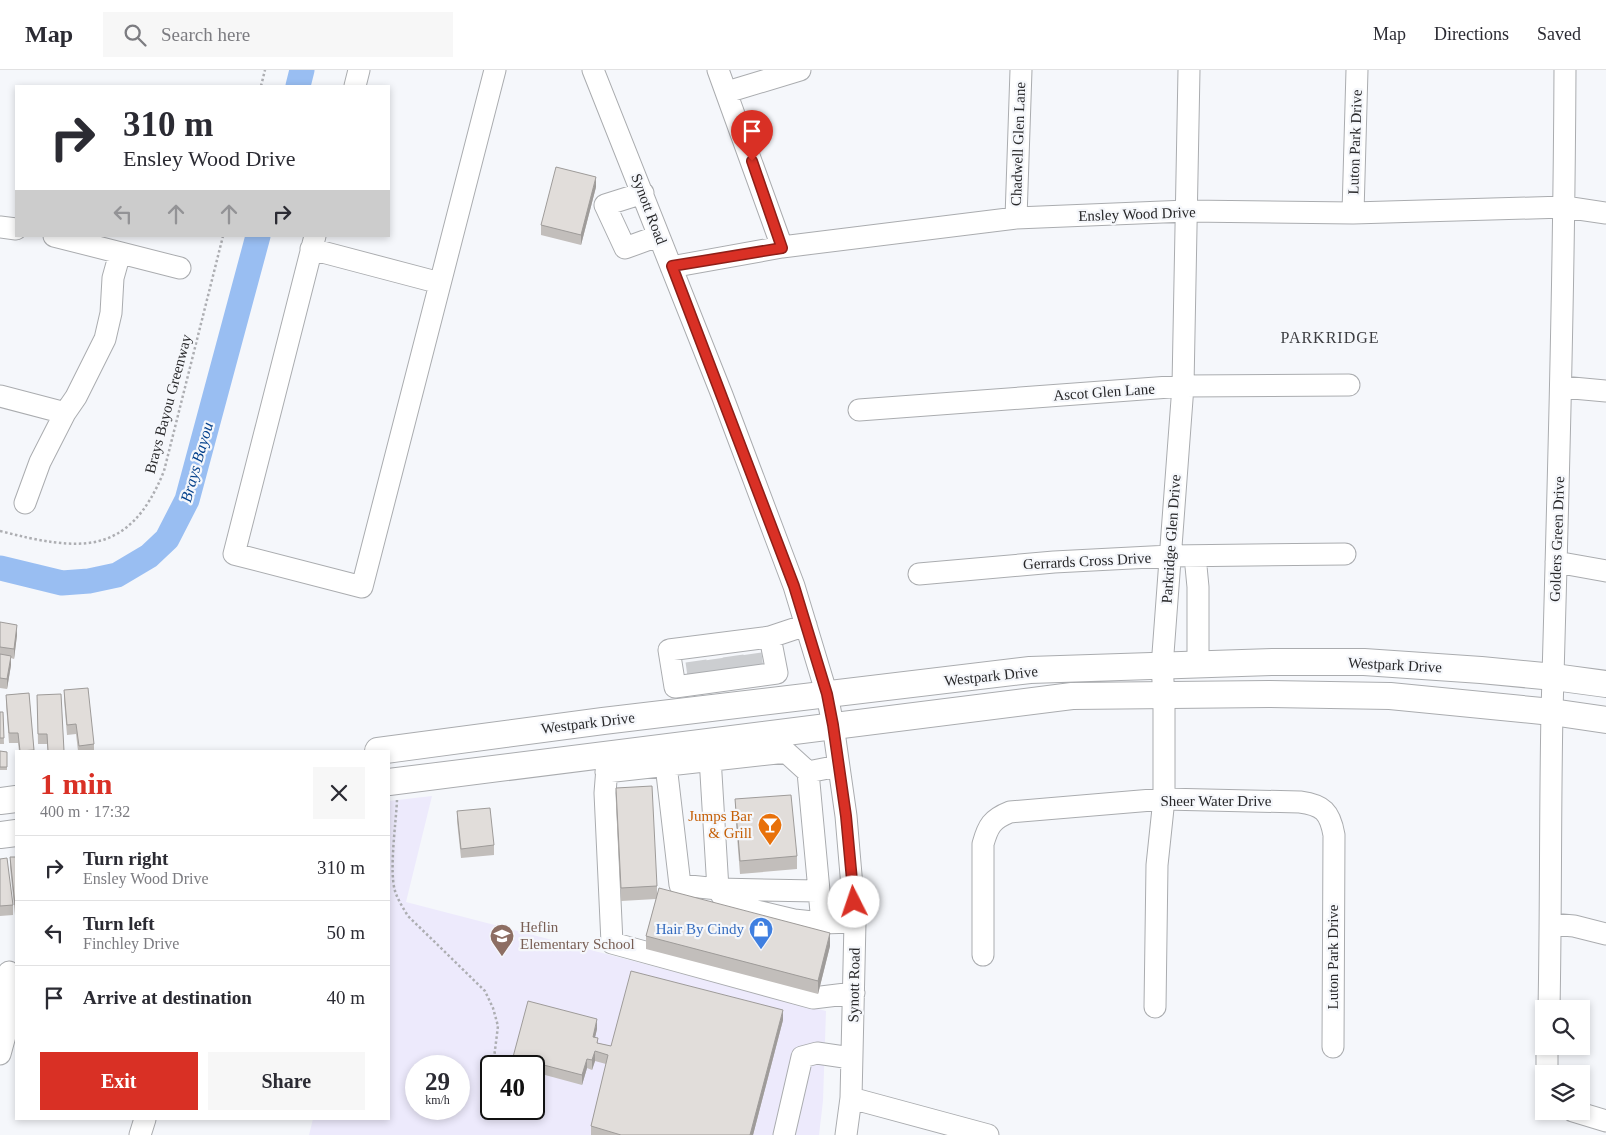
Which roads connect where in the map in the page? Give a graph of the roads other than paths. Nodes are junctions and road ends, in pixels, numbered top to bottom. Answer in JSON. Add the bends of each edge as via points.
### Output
{"nodes":[{"id":1,"x":359,"y":70,"type":"edge"},
{"id":2,"x":495,"y":70,"type":"edge"},
{"id":3,"x":594,"y":70,"type":"edge"},
{"id":4,"x":718,"y":70,"type":"edge"},
{"id":5,"x":800,"y":70,"type":"edge"},
{"id":6,"x":1021,"y":70,"type":"edge"},
{"id":7,"x":1189,"y":70,"type":"edge"},
{"id":8,"x":1357,"y":70,"type":"edge"},
{"id":9,"x":1565,"y":70,"type":"edge"},
{"id":10,"x":355,"y":85,"type":"edge"},
{"id":11,"x":727,"y":92,"type":"junction"},
{"id":12,"x":643,"y":193,"type":"junction"},
{"id":13,"x":1565,"y":207,"type":"junction"},
{"id":14,"x":1187,"y":211,"type":"junction"},
{"id":15,"x":1353,"y":213,"type":"junction"},
{"id":16,"x":1606,"y":213,"type":"edge"},
{"id":17,"x":1016,"y":218,"type":"junction"},
{"id":18,"x":0,"y":227,"type":"edge"},
{"id":19,"x":15,"y":229,"type":"edge"},
{"id":20,"x":658,"y":236,"type":"junction"},
{"id":21,"x":58,"y":237,"type":"edge"},
{"id":22,"x":313,"y":243,"type":"edge"},
{"id":23,"x":782,"y":248,"type":"junction"},
{"id":24,"x":120,"y":253,"type":"junction"},
{"id":25,"x":672,"y":266,"type":"junction"},
{"id":26,"x":180,"y":268,"type":"dead end"},
{"id":27,"x":440,"y":282,"type":"junction"},
{"id":28,"x":1349,"y":385,"type":"dead end"},
{"id":29,"x":1183,"y":386,"type":"junction"},
{"id":30,"x":1562,"y":387,"type":"junction"},
{"id":31,"x":1606,"y":391,"type":"edge"},
{"id":32,"x":0,"y":396,"type":"edge"},
{"id":33,"x":859,"y":410,"type":"dead end"},
{"id":34,"x":65,"y":413,"type":"junction"},
{"id":35,"x":25,"y":503,"type":"dead end"},
{"id":36,"x":1345,"y":554,"type":"dead end"},
{"id":37,"x":1170,"y":556,"type":"junction"},
{"id":38,"x":1195,"y":556,"type":"junction"},
{"id":39,"x":1556,"y":562,"type":"junction"},
{"id":40,"x":1606,"y":571,"type":"edge"},
{"id":41,"x":919,"y":574,"type":"dead end"},
{"id":42,"x":806,"y":625,"type":"junction"},
{"id":43,"x":770,"y":636,"type":"junction"},
{"id":44,"x":1198,"y":665,"type":"junction"},
{"id":45,"x":1162,"y":666,"type":"junction"},
{"id":46,"x":720,"y":667,"type":"junction"},
{"id":47,"x":1554,"y":677,"type":"junction"},
{"id":48,"x":1606,"y":684,"type":"edge"},
{"id":49,"x":827,"y":694,"type":"junction"},
{"id":50,"x":1164,"y":695,"type":"junction"},
{"id":51,"x":1552,"y":712,"type":"junction"},
{"id":52,"x":1606,"y":720,"type":"edge"},
{"id":53,"x":603,"y":721,"type":"junction"},
{"id":54,"x":833,"y":725,"type":"junction"},
{"id":55,"x":386,"y":750,"type":"edge"},
{"id":56,"x":710,"y":751,"type":"junction"},
{"id":57,"x":607,"y":763,"type":"junction"},
{"id":58,"x":666,"y":766,"type":"junction"},
{"id":59,"x":838,"y":766,"type":"junction"},
{"id":60,"x":808,"y":772,"type":"junction"},
{"id":61,"x":394,"y":782,"type":"edge"},
{"id":62,"x":15,"y":799,"type":"edge"},
{"id":63,"x":1164,"y":799,"type":"junction"},
{"id":64,"x":0,"y":802,"type":"edge"},
{"id":65,"x":15,"y":833,"type":"edge"},
{"id":66,"x":0,"y":835,"type":"edge"},
{"id":67,"x":1333,"y":867,"type":"joint"},
{"id":68,"x":718,"y":889,"type":"junction"},
{"id":69,"x":817,"y":891,"type":"junction"},
{"id":70,"x":855,"y":922,"type":"junction"},
{"id":71,"x":822,"y":923,"type":"junction"},
{"id":72,"x":1551,"y":924,"type":"junction"},
{"id":73,"x":1606,"y":934,"type":"edge"},
{"id":74,"x":983,"y":954,"type":"dead end"},
{"id":75,"x":10,"y":972,"type":"dead end"},
{"id":76,"x":854,"y":993,"type":"junction"},
{"id":77,"x":1548,"y":1000,"type":"edge"},
{"id":78,"x":1155,"y":1007,"type":"dead end"},
{"id":79,"x":1334,"y":1047,"type":"dead end"},
{"id":80,"x":0,"y":1054,"type":"edge"},
{"id":81,"x":851,"y":1058,"type":"junction"},
{"id":82,"x":851,"y":1098,"type":"junction"},
{"id":83,"x":1590,"y":1116,"type":"edge"},
{"id":84,"x":145,"y":1120,"type":"edge"},
{"id":85,"x":1606,"y":1121,"type":"edge"},
{"id":86,"x":140,"y":1135,"type":"edge"},
{"id":87,"x":784,"y":1135,"type":"edge"},
{"id":88,"x":846,"y":1135,"type":"edge"},
{"id":89,"x":988,"y":1135,"type":"edge"}],
"edges":[{"from":1,"to":10,"type":"street"},
{"from":2,"to":27,"type":"street"},
{"from":3,"to":12,"type":"street","name":"Synott Road"},
{"from":4,"to":11,"type":"street"},
{"from":5,"to":11,"type":"street"},
{"from":6,"to":17,"type":"street","name":"Chadwell Glen Lane"},
{"from":7,"to":14,"type":"street","name":"Parkridge Glen Drive"},
{"from":8,"to":15,"type":"street","name":"Luton Park Drive"},
{"from":9,"to":13,"type":"street","name":"Golders Green Drive"},
{"from":11,"to":23,"type":"street"},
{"from":12,"to":20,"type":"street","name":"Synott Road"},
{"from":12,"to":20,"type":"street","via":[[605,205],[625,248]]},
{"from":13,"to":15,"type":"street","name":"Ensley Wood Drive"},
{"from":13,"to":16,"type":"street","name":"Ensley Wood Drive"},
{"from":13,"to":30,"type":"street","name":"Golders Green Drive"},
{"from":14,"to":15,"type":"street","name":"Ensley Wood Drive"},
{"from":14,"to":17,"type":"street","name":"Ensley Wood Drive"},
{"from":14,"to":29,"type":"street","name":"Parkridge Glen Drive"},
{"from":17,"to":23,"type":"street","name":"Ensley Wood Drive"},
{"from":18,"to":19,"type":"street"},
{"from":20,"to":25,"type":"street","name":"Synott Road"},
{"from":21,"to":24,"type":"street"},
{"from":22,"to":27,"type":"street"},
{"from":22,"to":27,"type":"street","via":[[234,554],[362,587]]},
{"from":23,"to":25,"type":"street","name":"Ensley Wood Drive"},
{"from":24,"to":26,"type":"street"},
{"from":24,"to":34,"type":"street","via":[[113,278],[111,313],[105,338]]},
{"from":25,"to":42,"type":"street","name":"Synott Road"},
{"from":28,"to":29,"type":"street","name":"Ascot Glen Lane"},
{"from":29,"to":33,"type":"street","name":"Ascot Glen Lane"},
{"from":29,"to":37,"type":"street","name":"Parkridge Glen Drive"},
{"from":30,"to":31,"type":"street"},
{"from":30,"to":39,"type":"street","name":"Golders Green Drive"},
{"from":32,"to":34,"type":"street"},
{"from":34,"to":35,"type":"street","via":[[40,462]]},
{"from":36,"to":38,"type":"street","name":"Gerrards Cross Drive"},
{"from":37,"to":38,"type":"street","name":"Gerrards Cross Drive"},
{"from":37,"to":41,"type":"street","name":"Gerrards Cross Drive"},
{"from":37,"to":45,"type":"street","name":"Parkridge Glen Drive"},
{"from":38,"to":44,"type":"street"},
{"from":39,"to":40,"type":"street"},
{"from":39,"to":47,"type":"street","name":"Golders Green Drive"},
{"from":42,"to":43,"type":"street"},
{"from":42,"to":49,"type":"street","name":"Synott Road"},
{"from":43,"to":46,"type":"street"},
{"from":43,"to":46,"type":"street","via":[[777,673]]},
{"from":44,"to":45,"type":"main road","name":"Westpark Drive"},
{"from":44,"to":47,"type":"main road","name":"Westpark Drive","via":[[1364,662]]},
{"from":45,"to":49,"type":"main road","name":"Westpark Drive","via":[[1030,670]]},
{"from":45,"to":50,"type":"street","name":"Parkridge Glen Drive"},
{"from":46,"to":49,"type":"main road","name":"Westpark Drive"},
{"from":46,"to":53,"type":"main road","name":"Westpark Drive"},
{"from":47,"to":48,"type":"main road","name":"Westpark Drive"},
{"from":47,"to":51,"type":"street","name":"Golders Green Drive"},
{"from":49,"to":54,"type":"street","name":"Synott Road"},
{"from":50,"to":51,"type":"main road","name":"Westpark Drive","via":[[1390,696]]},
{"from":50,"to":54,"type":"main road","name":"Westpark Drive","via":[[1072,696]]},
{"from":50,"to":63,"type":"street","name":"Parkridge Glen Drive"},
{"from":51,"to":52,"type":"main road","name":"Westpark Drive"},
{"from":51,"to":72,"type":"street","name":"Golders Green Drive"},
{"from":53,"to":55,"type":"main road","name":"Westpark Drive"},
{"from":53,"to":57,"type":"main road"},
{"from":54,"to":56,"type":"main road","name":"Westpark Drive"},
{"from":54,"to":59,"type":"street","name":"Synott Road"},
{"from":56,"to":57,"type":"main road","name":"Westpark Drive"},
{"from":56,"to":58,"type":"street"},
{"from":56,"to":60,"type":"street","via":[[786,752]]},
{"from":56,"to":68,"type":"street"},
{"from":57,"to":58,"type":"street"},
{"from":57,"to":61,"type":"main road","name":"Westpark Drive"},
{"from":57,"to":76,"type":"street","via":[[604,793],[612,943],[813,998]]},
{"from":58,"to":68,"type":"street","via":[[680,885]]},
{"from":59,"to":60,"type":"street"},
{"from":59,"to":70,"type":"street","name":"Synott Road","via":[[846,816]]},
{"from":60,"to":69,"type":"street"},
{"from":62,"to":64,"type":"main road"},
{"from":63,"to":67,"type":"street","name":"Sheer Water Drive","via":[[1314,803],[1331,820]]},
{"from":63,"to":74,"type":"street","name":"Sheer Water Drive","via":[[1010,812],[996,818],[986,831],[983,844]]},
{"from":63,"to":78,"type":"street","name":"Parkridge Glen Drive","via":[[1157,865]]},
{"from":65,"to":66,"type":"main road"},
{"from":67,"to":79,"type":"street","name":"Luton Park Drive"},
{"from":68,"to":69,"type":"street"},
{"from":68,"to":71,"type":"street","via":[[727,904],[794,920]]},
{"from":69,"to":71,"type":"street"},
{"from":70,"to":71,"type":"street"},
{"from":70,"to":76,"type":"street","name":"Synott Road"},
{"from":72,"to":73,"type":"street"},
{"from":72,"to":77,"type":"street","name":"Golders Green Drive"},
{"from":75,"to":80,"type":"street","via":[[6,1032]]},
{"from":76,"to":81,"type":"street","name":"Synott Road"},
{"from":81,"to":82,"type":"street","name":"Synott Road"},
{"from":81,"to":87,"type":"street","via":[[817,1053],[802,1057]]},
{"from":82,"to":88,"type":"street","name":"Synott Road"},
{"from":82,"to":89,"type":"street"},
{"from":83,"to":85,"type":"street"},
{"from":84,"to":86,"type":"street"}]}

-- YOUR ASSIGNMENT --
Go through the material line by line, tally each line containing "Cross", and give the total only.

-- EXERCISE RESPONSE --
3